I was just about to stop the project. I thought I had cleared my property of these nasty things. Then, on the last day I was to set the trap, I got another.
I think I got the alpha male. When I got near him, he hissed, growled, and bit the cage. He backed himself to one end of the trap and tried to explode through the other like a charging ram. He tried to scratch me through the cage and succeeded a couple of times, though he never broke the skin. He was big and mean.

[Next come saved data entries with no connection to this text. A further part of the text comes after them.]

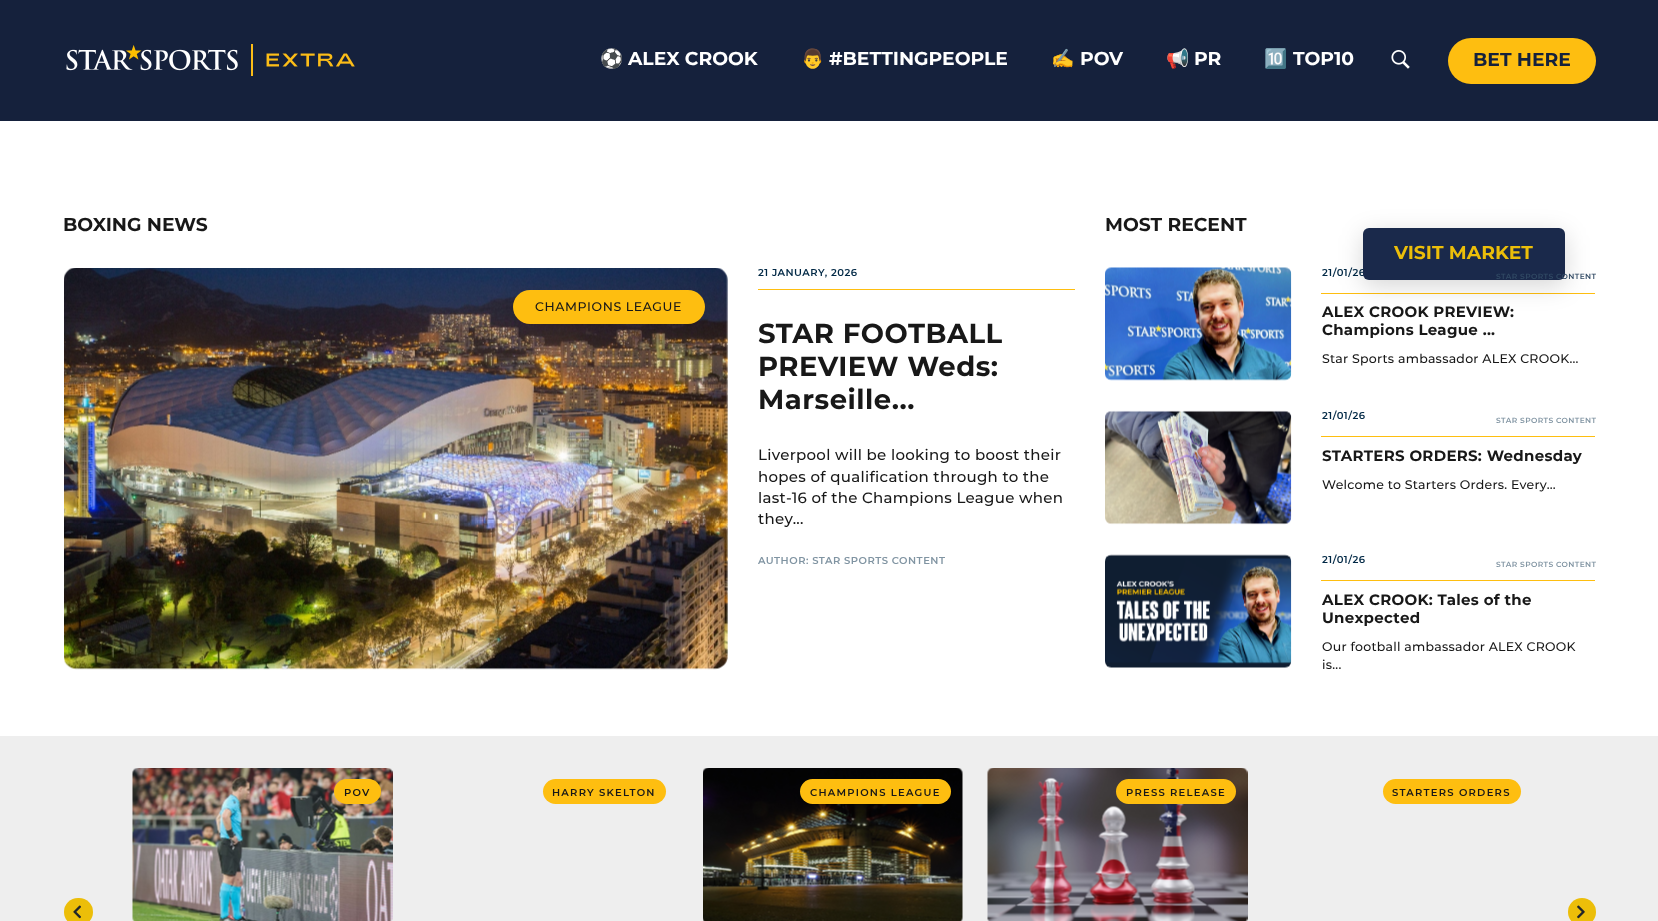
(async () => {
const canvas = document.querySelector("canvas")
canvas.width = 1658
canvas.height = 921
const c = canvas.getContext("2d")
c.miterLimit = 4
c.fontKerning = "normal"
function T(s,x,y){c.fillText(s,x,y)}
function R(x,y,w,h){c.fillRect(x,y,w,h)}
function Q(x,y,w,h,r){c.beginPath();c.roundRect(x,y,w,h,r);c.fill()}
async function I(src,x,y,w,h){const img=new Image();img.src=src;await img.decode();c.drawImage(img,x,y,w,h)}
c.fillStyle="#fff"
R(0,0,1658,921)
c.fillStyle="#15213c"
R(0,0,1658,121)
await I("1.png",66,44,289,32)
c.font="bold 18.75px Noto Color Emoji"
c.fillStyle="#fff"
T("⚽",600,65)
c.font="bold 18.75px Montserrat"
T("ALEX CROOK",628,65)
c.font="bold 18.75px Noto Color Emoji"
T("👨",801,65)
c.font="bold 18.75px Montserrat"
T("#BETTINGPEOPLE",829,65)
c.font="bold 18.75px Noto Color Emoji"
T("✍️",1051,65)
c.font="bold 18.75px Montserrat"
T("POV",1080,65)
c.font="bold 18.75px Noto Color Emoji"
T("📢",1166,65)
c.font="bold 18.75px Montserrat"
T("PR",1194,65)
c.font="bold 18.75px Noto Color Emoji"
T("🔟",1264,65)
c.font="bold 18.75px Montserrat"
T("TOP10",1293,65)
await I("2.png",1391,50,19,19)
c.fillStyle="#febe10"
Q(1448,38,148,46,23)
c.fillStyle="#15213c"
T("BET HERE",1473,66)
c.fillStyle="#181818"
T("BOXING NEWS",63,231)
await I("3.png",64,268,664,402)
c.fillStyle="#febe10"
Q(513,290,192,34,17)
c.letterSpacing="0.6px"
c.font="500 12.5px Montserrat"
c.fillStyle="#181818"
T("CHAMPIONS LEAGUE",535,311)
c.fillStyle="#febe10"
R(758,289,317,1)
c.letterSpacing="0.5px"
c.font="600 10px Montserrat"
c.fillStyle="#002845"
T("21 JANUARY, 2026",758,276)
c.font="bold 27.5px Montserrat"
c.fillStyle="#181818"
T("STAR FOOTBALL",758,343)
T("PREVIEW Weds:",758,376)
T("Marseille...",758,409)
c.letterSpacing="0.3px"
c.font="500 15px Montserrat"
T("Liverpool will be looking to boost their",758,460)
T("hopes of qualification through to the",758,482)
T("last-16 of the Champions League when",758,503)
T("they...",758,524)
c.letterSpacing="0.5px"
c.font="600 10px Montserrat"
c.fillStyle="#8094a2"
T("AUTHOR: STAR SPORTS CONTENT",758,564)
c.letterSpacing="0px"
c.font="bold 18.75px Montserrat"
c.fillStyle="#181818"
T("MOST RECENT",1105,231)
await I("4.png",1105,267,187,114)
c.fillStyle="#febe10"
R(1321,293,274,1)
c.letterSpacing="0.5px"
c.font="600 10px Montserrat"
c.fillStyle="#002845"
T("21/01/26",1322,276)
c.fillStyle="#00000029"
c.filter="blur(12.5px)"
c.beginPath()
c.roundRect(1363,234,202,52,6)
c.fill()
c.filter="none"
c.fillStyle="#1a294b"
Q(1363,228,202,52,6)
c.letterSpacing="0.4px"
c.font="600 7.5px Montserrat"
c.fillStyle="#314a64"
T("STAR SPORTS CONTENT",1496,279)
c.letterSpacing="0.3px"
c.font="bold 15px Montserrat"
c.fillStyle="#181818"
T("ALEX CROOK PREVIEW:",1322,317)
T("Champions League ...",1322,335)
c.letterSpacing="0.25px"
c.font="500 12.5px Montserrat"
T("Star Sports ambassador ALEX CROOK...",1322,363)
await I("5.png",1105,410,187,115)
c.fillStyle="#febe10"
R(1321,436,274,1)
c.letterSpacing="0.5px"
c.font="600 10px Montserrat"
c.fillStyle="#002845"
T("21/01/26",1322,419)
c.letterSpacing="0.4px"
c.font="600 7.5px Montserrat"
c.fillStyle="#8094a2"
T("STAR SPORTS CONTENT",1496,423)
c.letterSpacing="0.3px"
c.font="bold 15px Montserrat"
c.fillStyle="#181818"
T("STARTERS ORDERS: Wednesday",1322,461)
c.letterSpacing="0.25px"
c.font="500 12.5px Montserrat"
T("Welcome to Starters Orders. Every...",1322,489)
await I("6.png",1105,554,187,114)
c.fillStyle="#febe10"
R(1321,580,274,1)
c.letterSpacing="0.5px"
c.font="600 10px Montserrat"
c.fillStyle="#002845"
T("21/01/26",1322,563)
c.letterSpacing="0.4px"
c.font="600 7.5px Montserrat"
c.fillStyle="#8094a2"
T("STAR SPORTS CONTENT",1496,567)
c.letterSpacing="0.3px"
c.font="bold 15px Montserrat"
c.fillStyle="#181818"
T("ALEX CROOK: Tales of the",1322,605)
T("Unexpected",1322,623)
c.letterSpacing="0.25px"
c.font="500 12.5px Montserrat"
T("Our football ambassador ALEX CROOK",1322,651)
T("is...",1322,669)
c.letterSpacing="0px"
c.font="bold 18.75px Montserrat"
c.fillStyle="#ecbe09"
T("VISIT MARKET",1394,259)
c.fillStyle="#eee"
R(0,736,1658,185)
await I("7.png",132,768,261,153)
c.fillStyle="#febe10"
Q(334,779,47,25,12.5)
c.letterSpacing="1.25px"
c.font="600 10px Montserrat"
c.fillStyle="#181818"
T("POV",344,796)
c.fillStyle="#febe10"
Q(543,779,123,25,12.5)
c.fillStyle="#181818"
T("HARRY SKELTON",552,796)
await I("8.png",703,768,260,153)
c.fillStyle="#febe10"
Q(800,779,151,25,12.5)
c.fillStyle="#181818"
T("CHAMPIONS LEAGUE",810,796)
await I("9.png",987,768,261,153)
c.fillStyle="#febe10"
Q(1116,779,120,25,12.5)
c.fillStyle="#181818"
T("PRESS RELEASE",1126,796)
c.fillStyle="#febe10"
Q(1383,779,138,25,12.5)
c.fillStyle="#181818"
T("STARTERS ORDERS",1392,796)
c.fillStyle="#ecbe09"
Q(64,898,29,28,14)
await I("10.png",73,905,8,14)
c.beginPath()
c.arc(1582,912,14,0,7)
c.fill()
await I("11.png",1577,905,8,14)
})()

He should have been grateful to me, since I hauled him to within a mile of his relative, the one I trapped just under four weeks ago. Unfortunately, he wasn't. The hardest thing about the traps is hooking them open. Hooking this one open when its contents were trying to bite my fingers off took me a good five minutes. I finally had to shake the trap and twist it so violently that its contents were disoriented. This gave me roughly three seconds to work before the beast came to its senses and could aim its teeth and claws effectively again. If I ever catch another one like that one, I will leave him in the cage until his ribs show through his chest. I am not interested in rabies shots.
Maybe I need a new trap:
At least with this one, I would only have to keep an eye on three claws.
I think I am developing a healthy hatred of certain mammals. Add an acre to my carbon footprint.